Installing Spark 1.3 will be another 'service' presented to CM.

In other words when I launch CM GUI there will be 2 Spark 'services', one for ver 1.2 and another for ver 1.3

As far as the command line, I have to source the proper environment in order to run the respective Spark Shell.

Is that correct?

 

Thank you.

Highlighted

Re: upgrade spark from 1.2 to 1.3

Master Collaborator

I don't think there's any performance difference. The main difference is simply that the custom build isn't supported or necessarily using the config established by CM. No, it does not become another service in CM. The CM service "Spark" is for standalone mode (not YARN), and the History server.

Re: upgrade spark from 1.2 to 1.3

Rising Star

Thank you for your reply!

1) If Spark 1.3 is not presented as a new service into CM, then the 'Spark Service' within CM will be which version??

2) Should BOTH Spark 1.2 & Spark 1.3 co-exist at the OS-level? Then you source the appropriate env??

3) Since you mentioned YARN's JobHistory Server.

    A Spark job runs into the HDFS directory /tmp/logs/<user-id>/logs/ but it does NOT write out to /user/history/done & /user/history/done_intermediate folders!!!

    Is this because the Spark job runs in Standalone Mode and not in YARN??

 

Thank you!

 

Re: upgrade spark from 1.2 to 1.3

Master Collaborator

I'm not sure what you mean. You are talking about running some custom build of Spark 1.3. You're on your own there. It has no relation to CM of course. CDH ships Spark 1.3. You should use that unless you have a reason not to. CDH itself has only one version of Spark "installed" and you should not modify it. This is presented in CM. I'm not sure what you mean about the logs.

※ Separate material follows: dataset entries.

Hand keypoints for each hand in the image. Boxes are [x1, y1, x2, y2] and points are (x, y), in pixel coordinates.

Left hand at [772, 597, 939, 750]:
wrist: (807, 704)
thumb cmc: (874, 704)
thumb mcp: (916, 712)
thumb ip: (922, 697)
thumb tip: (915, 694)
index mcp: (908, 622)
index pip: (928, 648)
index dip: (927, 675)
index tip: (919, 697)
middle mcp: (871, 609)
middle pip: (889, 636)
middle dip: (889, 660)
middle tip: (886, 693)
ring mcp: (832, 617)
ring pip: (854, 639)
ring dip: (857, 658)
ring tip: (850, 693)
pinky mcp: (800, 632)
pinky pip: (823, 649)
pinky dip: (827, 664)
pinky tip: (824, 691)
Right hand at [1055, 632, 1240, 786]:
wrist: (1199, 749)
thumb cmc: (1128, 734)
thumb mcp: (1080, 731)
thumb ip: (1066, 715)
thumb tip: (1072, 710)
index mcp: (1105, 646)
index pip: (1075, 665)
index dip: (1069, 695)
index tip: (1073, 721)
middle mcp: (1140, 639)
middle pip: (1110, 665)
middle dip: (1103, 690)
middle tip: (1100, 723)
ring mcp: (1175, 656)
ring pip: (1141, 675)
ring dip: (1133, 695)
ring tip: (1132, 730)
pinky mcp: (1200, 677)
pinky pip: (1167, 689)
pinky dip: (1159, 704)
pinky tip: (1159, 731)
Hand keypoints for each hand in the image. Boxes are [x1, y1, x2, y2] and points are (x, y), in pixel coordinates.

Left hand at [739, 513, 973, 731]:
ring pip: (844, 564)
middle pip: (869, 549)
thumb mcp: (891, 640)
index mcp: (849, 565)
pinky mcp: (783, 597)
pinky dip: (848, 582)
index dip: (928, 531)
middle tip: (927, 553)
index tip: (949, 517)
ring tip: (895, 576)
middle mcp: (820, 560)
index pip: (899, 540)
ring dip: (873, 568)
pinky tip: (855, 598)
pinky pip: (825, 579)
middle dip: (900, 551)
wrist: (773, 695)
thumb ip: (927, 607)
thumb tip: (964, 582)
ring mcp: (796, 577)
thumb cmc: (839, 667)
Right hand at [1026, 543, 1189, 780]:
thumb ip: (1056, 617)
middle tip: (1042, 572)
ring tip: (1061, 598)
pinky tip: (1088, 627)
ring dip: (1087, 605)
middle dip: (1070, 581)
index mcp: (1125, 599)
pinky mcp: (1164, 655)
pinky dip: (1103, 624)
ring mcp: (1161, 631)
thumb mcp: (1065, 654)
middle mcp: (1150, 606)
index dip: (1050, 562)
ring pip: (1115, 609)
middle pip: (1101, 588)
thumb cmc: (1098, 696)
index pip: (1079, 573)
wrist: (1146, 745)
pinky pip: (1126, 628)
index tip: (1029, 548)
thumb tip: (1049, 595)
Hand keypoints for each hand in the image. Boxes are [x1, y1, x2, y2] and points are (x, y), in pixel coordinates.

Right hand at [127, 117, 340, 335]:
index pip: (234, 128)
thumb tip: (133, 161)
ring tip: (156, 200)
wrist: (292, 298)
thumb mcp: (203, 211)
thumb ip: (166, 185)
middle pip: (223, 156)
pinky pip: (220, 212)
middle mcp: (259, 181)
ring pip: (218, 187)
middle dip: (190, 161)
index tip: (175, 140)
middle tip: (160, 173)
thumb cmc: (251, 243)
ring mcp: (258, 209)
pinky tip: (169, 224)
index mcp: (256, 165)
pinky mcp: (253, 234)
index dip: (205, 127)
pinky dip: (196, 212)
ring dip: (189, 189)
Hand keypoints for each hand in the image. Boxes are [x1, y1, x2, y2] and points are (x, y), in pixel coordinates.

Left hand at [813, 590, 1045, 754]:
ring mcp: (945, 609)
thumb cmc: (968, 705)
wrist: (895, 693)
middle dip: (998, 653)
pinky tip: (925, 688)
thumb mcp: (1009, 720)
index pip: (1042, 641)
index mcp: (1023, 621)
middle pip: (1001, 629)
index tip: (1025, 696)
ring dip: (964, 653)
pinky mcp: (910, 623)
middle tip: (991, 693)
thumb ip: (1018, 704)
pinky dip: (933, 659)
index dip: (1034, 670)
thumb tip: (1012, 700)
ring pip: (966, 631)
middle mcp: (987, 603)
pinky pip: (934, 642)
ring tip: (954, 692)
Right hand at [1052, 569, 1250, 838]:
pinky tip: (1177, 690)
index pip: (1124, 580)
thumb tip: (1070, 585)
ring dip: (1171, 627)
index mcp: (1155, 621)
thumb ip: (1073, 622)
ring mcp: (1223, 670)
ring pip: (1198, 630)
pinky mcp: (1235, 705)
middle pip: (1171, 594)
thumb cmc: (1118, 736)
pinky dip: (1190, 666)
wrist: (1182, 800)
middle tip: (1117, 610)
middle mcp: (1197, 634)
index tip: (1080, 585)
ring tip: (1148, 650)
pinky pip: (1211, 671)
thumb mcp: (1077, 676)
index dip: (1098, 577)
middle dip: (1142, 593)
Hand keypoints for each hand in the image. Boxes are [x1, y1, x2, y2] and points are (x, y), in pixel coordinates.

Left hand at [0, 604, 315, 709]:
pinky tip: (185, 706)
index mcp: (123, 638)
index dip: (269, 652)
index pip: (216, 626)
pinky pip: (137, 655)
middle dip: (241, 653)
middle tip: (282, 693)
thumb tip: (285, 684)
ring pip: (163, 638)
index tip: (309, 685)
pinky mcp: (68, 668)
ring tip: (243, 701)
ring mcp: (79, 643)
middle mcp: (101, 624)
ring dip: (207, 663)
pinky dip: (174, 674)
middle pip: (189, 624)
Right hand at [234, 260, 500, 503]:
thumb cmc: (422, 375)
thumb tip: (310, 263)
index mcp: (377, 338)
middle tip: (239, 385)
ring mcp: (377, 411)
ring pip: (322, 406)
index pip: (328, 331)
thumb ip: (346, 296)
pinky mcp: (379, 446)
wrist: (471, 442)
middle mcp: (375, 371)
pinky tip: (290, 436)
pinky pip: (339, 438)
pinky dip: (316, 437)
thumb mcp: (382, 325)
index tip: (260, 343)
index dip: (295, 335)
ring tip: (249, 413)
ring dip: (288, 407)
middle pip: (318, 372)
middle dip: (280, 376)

You can run Spark standalone or YARN mode. It doesn't make you run one or the other.

Re: upgrade spark from 1.2 to 1.3

New Contributor
I'm the one with the custom build and I am satisfied already.
I think TS can get fully supported Spark 1.3 just by upgrading CDH.

Re: upgrade spark from 1.2 to 1.3

Master Collaborator

Oh, didn't even notice that. TS you should start a new thread to avoid confusion.

Re: upgrade spark from 1.2 to 1.3

Rising Star

Thank you again!

Maybe I didn't make myself clear!

I have currently installed Spark 1.2, it came with CDH 5.3.1.

It also exists a Spark Service within CM (this service relates back to Spark 1.2).

Now, I am in need to install Spark 1.3.

Do I remove/uninstall Spark 1.2 and install Spark 1.3???

---

As far as JobHistory logs.

When I launch a Spark job, logs being created into /tmp/logs/<user-id>/logs but NOT in /user/history/ folders!

Then, when I launch the JobHistory portal (http://<YARN-JobHistory-Server>:19888/jobhuistory) it shows no jobs!!!

Is there a daemon that copies the logs from the /tmp/logs/<user-id>/logs fodler to the /user/history/done & /user/history/done_intermediate ones?